What is the expected magnitude of the third Wieferich-prime? A Wieferich-prime is a prime $p$ with the property $$2^{p-1}\equiv 1\ \pmod{p^2} $$
The only known Wieferich-primes are $1093$ and $3511$. Various search limits
are mentioned in the internet. Here :
https://en.wikipedia.org/wiki/Wieferich_prime
the largest search limit is claimed to be $6.7\times 10^{15}$, but $3\times 10^{17}$ is also mentioned.

Is the later limit already reached or in progress ?

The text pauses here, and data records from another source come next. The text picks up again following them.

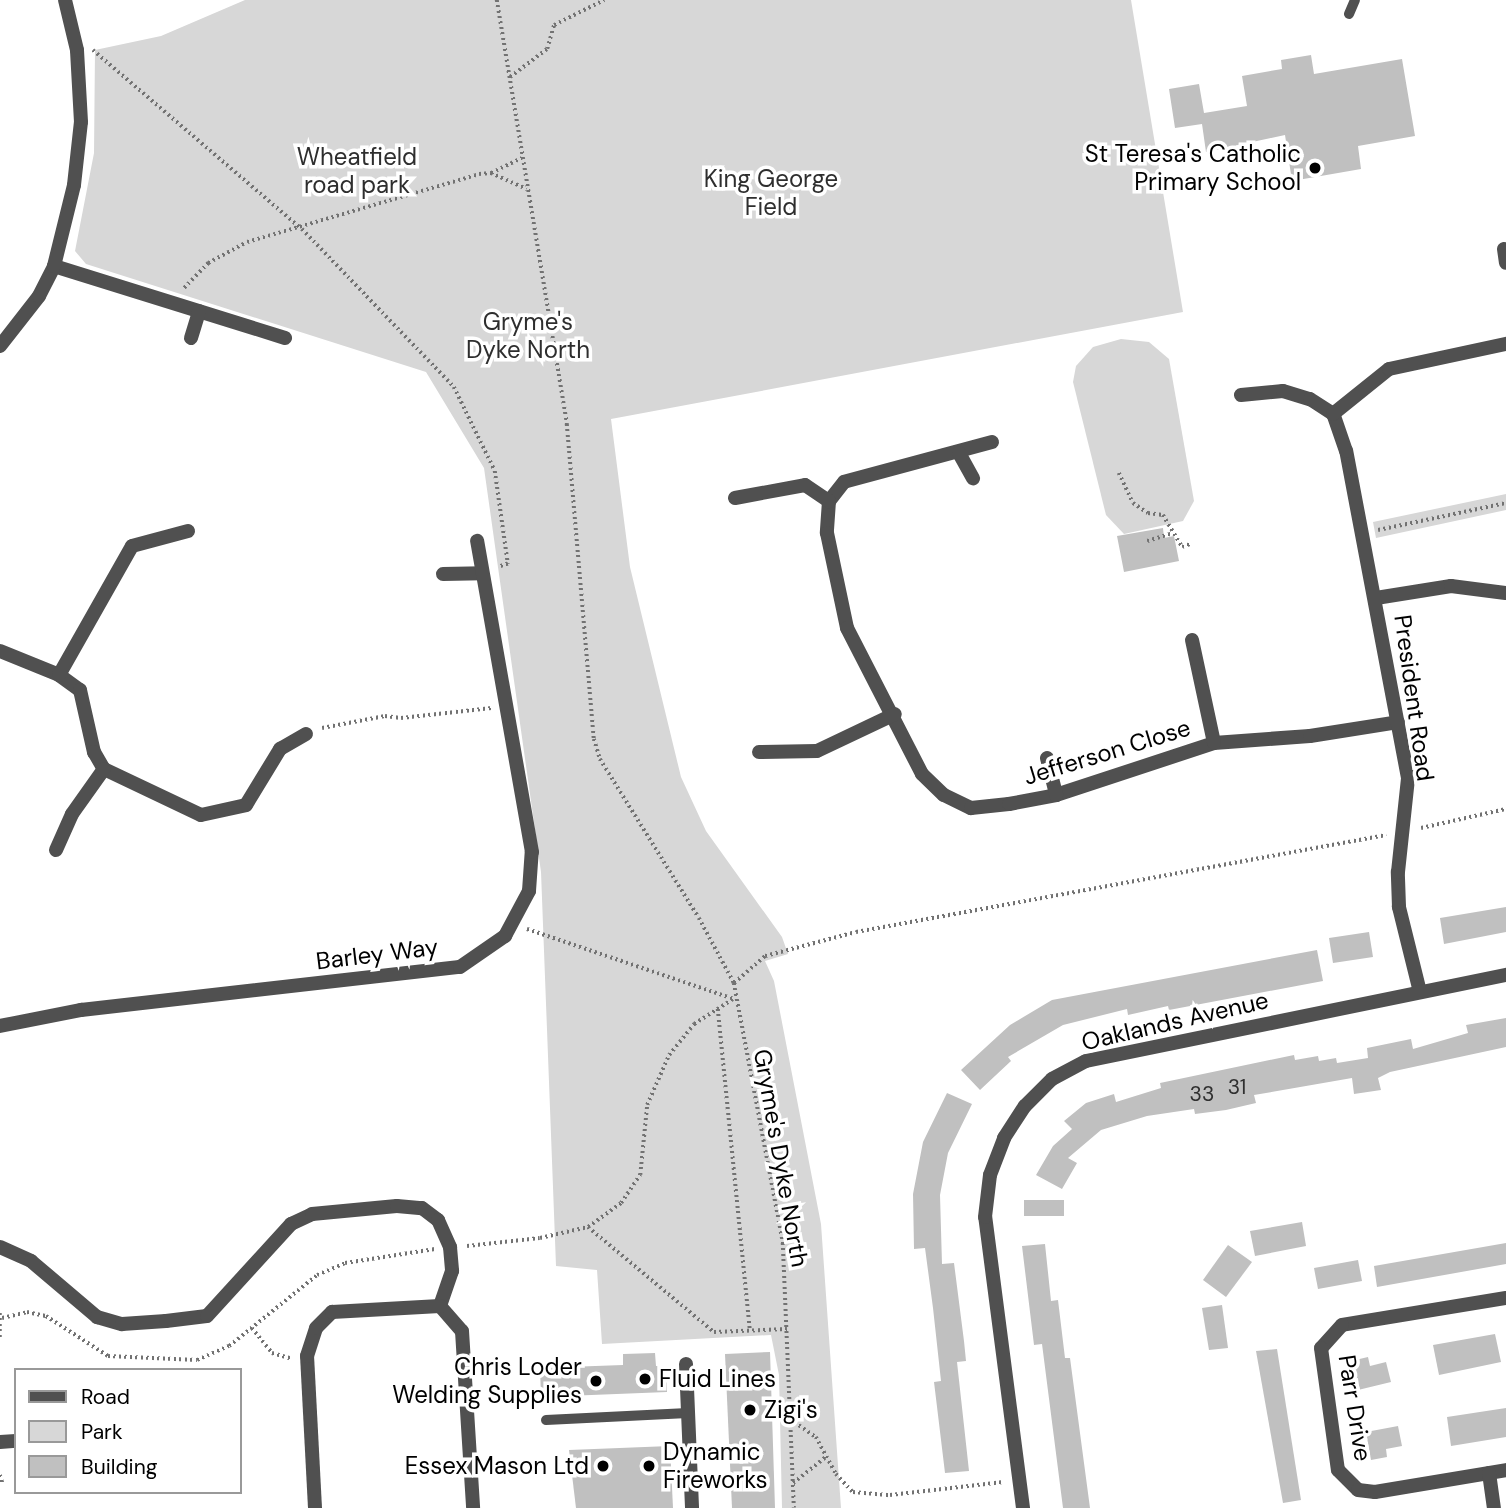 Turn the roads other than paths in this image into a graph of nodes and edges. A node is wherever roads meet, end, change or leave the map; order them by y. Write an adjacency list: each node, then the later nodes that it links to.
1 (65, 0): 4 (street)
2 (1355, 0): 3 (lane)
3 (1349, 14)
4 (54, 266): 5 (street); 9 (street)
5 (199, 311): 6 (street); 7 (street)
6 (191, 338)
7 (285, 338)
8 (1506, 344): 11 (street)
9 (0, 346)
10 (1241, 395): 11 (street)
11 (1333, 414): 22 (street, President Road)
12 (992, 442): 13 (street)
13 (958, 453): 14 (street); 16 (street)
14 (973, 478)
15 (735, 498): 16 (street)
16 (829, 501): 26 (street, Jefferson Close)
17 (187, 531): 25 (street)
18 (477, 541): 19 (street, Barley Way)
19 (482, 573): 20 (street); 37 (street, Barley Way)
20 (443, 574)
21 (1506, 593): 22 (street)
22 (1376, 598): 27 (street, President Road)
23 (1192, 640): 29 (street)
24 (0, 651): 25 (street)
25 (59, 675): 32 (street)
26 (895, 714): 30 (street); 33 (street, Jefferson Close)
27 (1398, 722): 29 (street, Jefferson Close); 36 (street, President Road)
28 (306, 734): 32 (street)
29 (1214, 743): 33 (street, Jefferson Close)
30 (759, 752)
31 (1047, 758): 33 (street)
32 (104, 769): 34 (street)
33 (1056, 795)
34 (56, 850)
35 (1506, 975): 36 (street, Oaklands Avenue)
36 (1420, 992): 49 (street, Oaklands Avenue)
37 (0, 1026)
38 (0, 1247): 40 (street)
39 (1506, 1298): 45 (street, Parr Drive)
40 (440, 1306): 46 (street); 47 (street)
41 (686, 1364): 42 (street)
42 (688, 1413): 43 (lane); 48 (street)
43 (546, 1420)
44 (1506, 1470): 45 (street, Parr Drive)
45 (1489, 1474): 50 (street)
46 (315, 1508)
47 (473, 1508)
48 (692, 1508)
49 (1023, 1508)
50 (1494, 1508)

Despite the rarity of Wieferich-primes it is conjectured that there are
infinite many.

What is the expected magnitude of the third Wieferich-prime considering the
    largest search limits ?

 A: I find the literal answer to the second question surprising and funny.
One might expect that the residue class $\frac{2^{p-1}-1}{p}\mod p$ should act as if it is determined uniformly at random. So a random prime $p$ is Wieferich with probability $\frac{1}{p}$. Since the probability that a random integer $n$ is prime is about $\frac{1}{\log n}$, this suggests that the number of Wieferich primes less than $x$ should grow like
$$
\sum_{n\leq x}\frac{1}{n\log n}\sim \log\log x.
$$
In particular, there are expected to be infinitely many Wieferich primes because $\log\log x\to\infty$ as $x\to\infty$.
If we pick some integer $N$, how large is the next largest Wieferich prime after $N$? The "probability" that the next largest Wieferich prime is $n$ is about
$$
\frac{1}{n\log n} \cdot \prod_{m=N+1}^{n-1}\left(1-\frac{1}{m\log m}\right)\sim\frac{1}{n\log n}\frac{\log N}{\log n}.
$$
The expected value of the magnitude of the next Wieferich prime after $N$ is
$$
\sum_{n=N+1}^\infty n\cdot\left(\frac{1}{n\log n}\frac{\log N}{\log n}\right)=\log N\sum_{n=N+1}^\infty\frac{1}{(\log n)^2}=+\infty.
$$
So even though we expect there are infinitely many Wieferich primes, the expected magnitude of the next one is infinite!